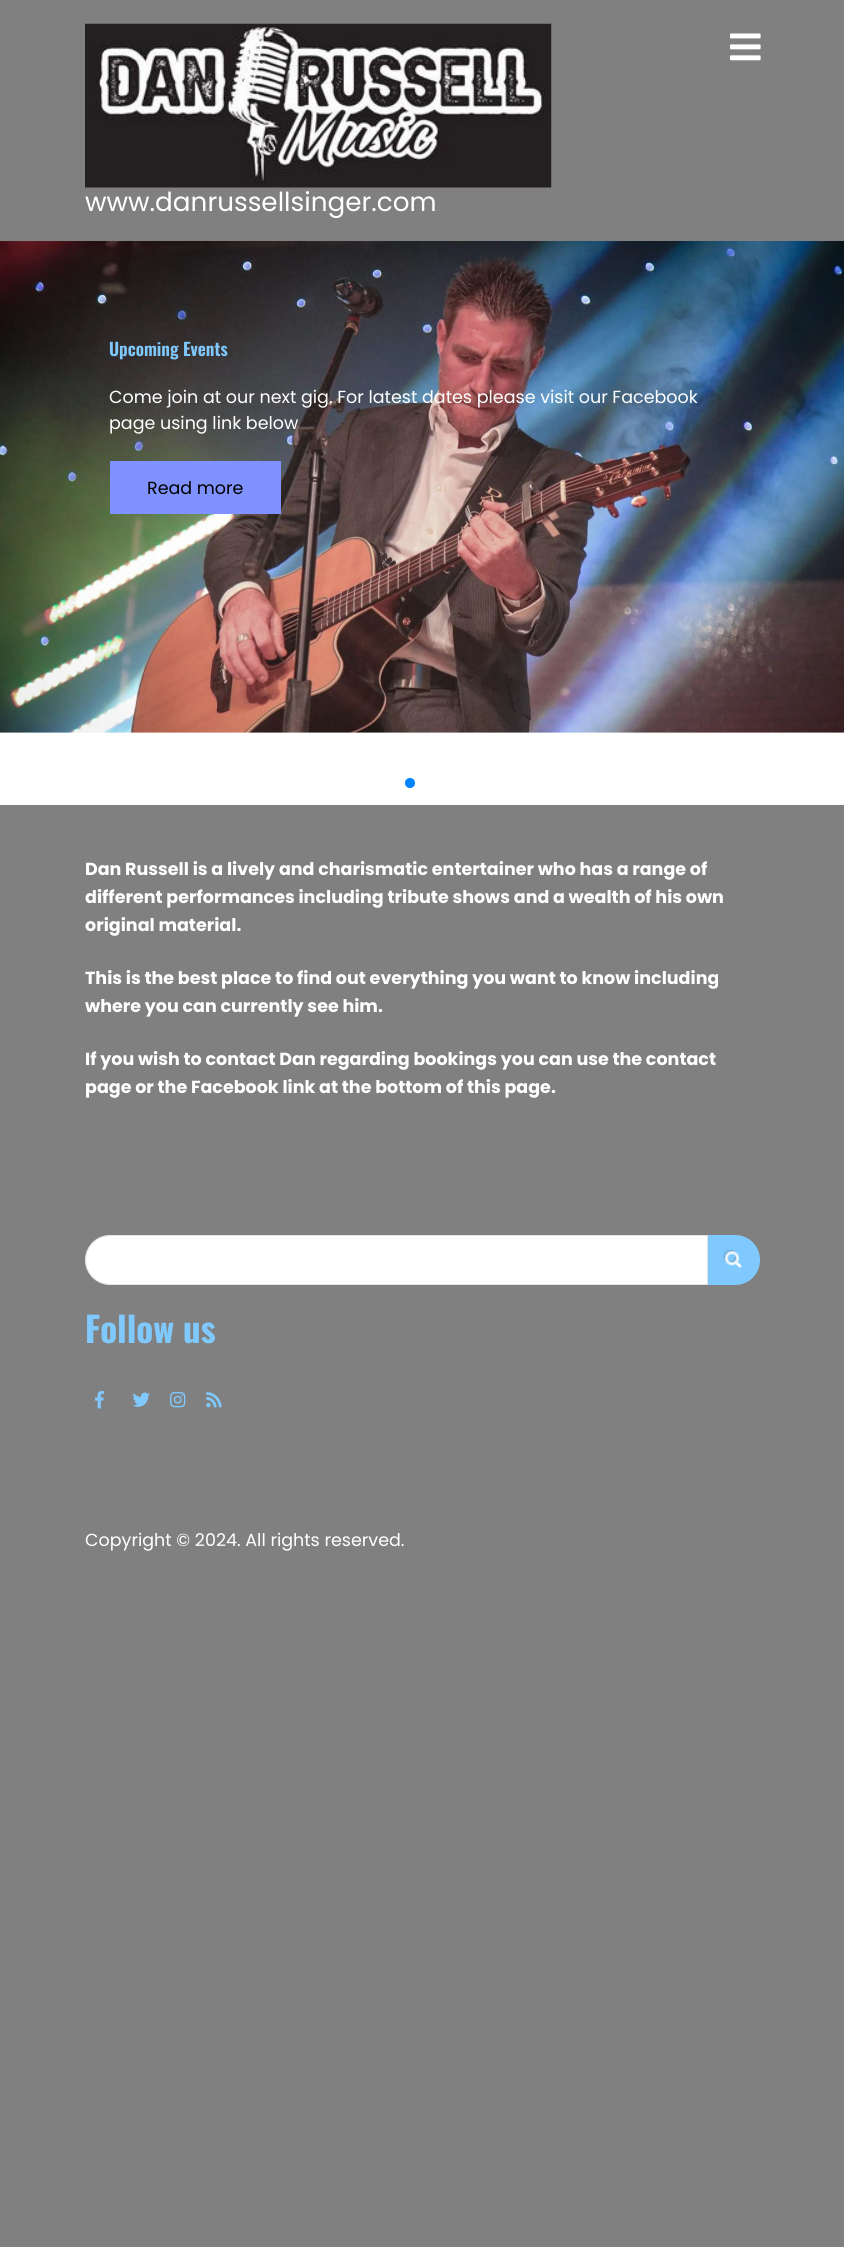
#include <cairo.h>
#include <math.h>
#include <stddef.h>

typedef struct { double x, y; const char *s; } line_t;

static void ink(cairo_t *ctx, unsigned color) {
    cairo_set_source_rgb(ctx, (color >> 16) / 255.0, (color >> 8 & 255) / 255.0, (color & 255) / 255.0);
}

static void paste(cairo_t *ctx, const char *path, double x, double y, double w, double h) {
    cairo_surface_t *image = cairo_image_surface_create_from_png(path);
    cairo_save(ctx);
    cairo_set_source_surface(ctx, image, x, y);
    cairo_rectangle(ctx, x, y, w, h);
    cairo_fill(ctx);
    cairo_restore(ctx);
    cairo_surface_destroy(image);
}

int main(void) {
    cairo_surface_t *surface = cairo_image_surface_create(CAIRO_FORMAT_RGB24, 844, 2247);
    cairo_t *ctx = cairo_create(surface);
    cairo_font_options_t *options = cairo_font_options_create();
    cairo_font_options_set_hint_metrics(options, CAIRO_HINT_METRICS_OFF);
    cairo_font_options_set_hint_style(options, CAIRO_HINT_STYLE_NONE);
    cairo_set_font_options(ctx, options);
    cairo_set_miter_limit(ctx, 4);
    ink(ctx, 0x808080);
    cairo_paint(ctx);
    paste(ctx, "media/1.png", 730, 33, 31, 28);
    paste(ctx, "media/2.png", 85, 23, 467, 165);
    cairo_select_font_face(ctx, "Poppins", CAIRO_FONT_SLANT_NORMAL, CAIRO_FONT_WEIGHT_NORMAL);
    cairo_set_font_size(ctx, 26.25);
    ink(ctx, 0xFFFFFF);
    cairo_move_to(ctx, 85, 211);
    cairo_show_text(ctx, "www.danrussellsinger.com");
    cairo_rectangle(ctx, 0, 732, 844, 73);
    cairo_fill(ctx);
    paste(ctx, "media/3.png", 0, 241, 844, 492);
    cairo_select_font_face(ctx, "Oswald SemiBold", CAIRO_FONT_SLANT_NORMAL, CAIRO_FONT_WEIGHT_NORMAL);
    cairo_set_font_size(ctx, 17.5);
    ink(ctx, 0x7FC9FF);
    cairo_move_to(ctx, 109, 356);
    cairo_show_text(ctx, "Upcoming Events");
    cairo_select_font_face(ctx, "Poppins", CAIRO_FONT_SLANT_NORMAL, CAIRO_FONT_WEIGHT_NORMAL);
    ink(ctx, 0xFFFFFF);
    cairo_move_to(ctx, 109, 403);
    cairo_show_text(ctx, "Come join at our next gig. For latest dates please visit our Facebook");
    cairo_move_to(ctx, 109, 429);
    cairo_show_text(ctx, "page using link below");
    ink(ctx, 0x7F92FF);
    cairo_rectangle(ctx, 110, 461, 171, 53);
    cairo_fill(ctx);
    ink(ctx, 0x000000);
    cairo_move_to(ctx, 147, 494);
    cairo_show_text(ctx, "Read more");
    ink(ctx, 0x0084FF);
    cairo_new_path(ctx);
    cairo_arc(ctx, 410, 783, 5, 0, 2 * M_PI);
    cairo_fill(ctx);
    cairo_select_font_face(ctx, "Poppins", CAIRO_FONT_SLANT_NORMAL, CAIRO_FONT_WEIGHT_BOLD);
    ink(ctx, 0xFFFFFF);
    {
        static const line_t items[] = {
            {85, 875, "Dan Russell is a lively and charismatic entertainer who has a range of"},
            {85, 903, "different performances including tribute shows and a wealth of his own"},
            {85, 931, "original material."},
            {85, 984, "This is the best place to find out everything you want to know including"},
            {85, 1012, "where you can currently see him."},
            {85, 1065, "If you wish to contact Dan regarding bookings you can use the contact"},
            {85, 1093, "page or the Facebook link at the bottom of this page."},
        };
        for (size_t i = 0; i < sizeof items / sizeof *items; i++) {
            cairo_move_to(ctx, items[i].x, items[i].y);
            cairo_show_text(ctx, items[i].s);
        }
    }
    cairo_new_path(ctx);
    cairo_move_to(ctx, 110, 1235.5);
    cairo_line_to(ctx, 707.5, 1235.5);
    cairo_line_to(ctx, 707.5, 1284.5);
    cairo_line_to(ctx, 110, 1284.5);
    cairo_curve_to(ctx, 96.5, 1284.5, 85.5, 1273.5, 85.5, 1260);
    cairo_curve_to(ctx, 85.5, 1246.5, 96.5, 1235.5, 110, 1235.5);
    cairo_close_path(ctx);
    cairo_fill_preserve(ctx);
    ink(ctx, 0xE3E3E3);
    cairo_set_line_width(ctx, 1);
    cairo_stroke(ctx);
    ink(ctx, 0x7FC9FF);
    cairo_new_path(ctx);
    cairo_move_to(ctx, 708, 1235);
    cairo_line_to(ctx, 735, 1235);
    cairo_curve_to(ctx, 749, 1235, 760, 1246, 760, 1260);
    cairo_curve_to(ctx, 760, 1274, 749, 1285, 735, 1285);
    cairo_line_to(ctx, 708, 1285);
    cairo_close_path(ctx);
    cairo_fill(ctx);
    paste(ctx, "media/4.png", 723, 1250, 19, 18);
    cairo_select_font_face(ctx, "Oswald", CAIRO_FONT_SLANT_NORMAL, CAIRO_FONT_WEIGHT_BOLD);
    cairo_set_font_size(ctx, 35);
    cairo_move_to(ctx, 85, 1343);
    cairo_show_text(ctx, "Follow us");
    paste(ctx, "media/5.png", 95, 1390, 9, 19);
    paste(ctx, "media/6.png", 132, 1392, 18, 15);
    paste(ctx, "media/7.png", 170, 1392, 16, 16);
    paste(ctx, "media/8.png", 206, 1392, 16, 16);
    cairo_select_font_face(ctx, "Poppins", CAIRO_FONT_SLANT_NORMAL, CAIRO_FONT_WEIGHT_NORMAL);
    cairo_set_font_size(ctx, 17.5);
    ink(ctx, 0xFFFFFF);
    cairo_move_to(ctx, 85, 1546);
    cairo_show_text(ctx, "Copyright © 2024. All rights reserved.");
    cairo_surface_write_to_png(surface, "image.png");
    cairo_font_options_destroy(options);
    cairo_destroy(ctx);
    cairo_surface_destroy(surface);
    return 0;
}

### Your instructions
Within the listing above, extract exactly the lines from the line with "static void ink(cairo_t" to the line with "cairo_set_source_surface(ctx, image, x, y);", the two named lines included, and no others.

### Written answer
static void ink(cairo_t *ctx, unsigned color) {
    cairo_set_source_rgb(ctx, (color >> 16) / 255.0, (color >> 8 & 255) / 255.0, (color & 255) / 255.0);
}

static void paste(cairo_t *ctx, const char *path, double x, double y, double w, double h) {
    cairo_surface_t *image = cairo_image_surface_create_from_png(path);
    cairo_save(ctx);
    cairo_set_source_surface(ctx, image, x, y);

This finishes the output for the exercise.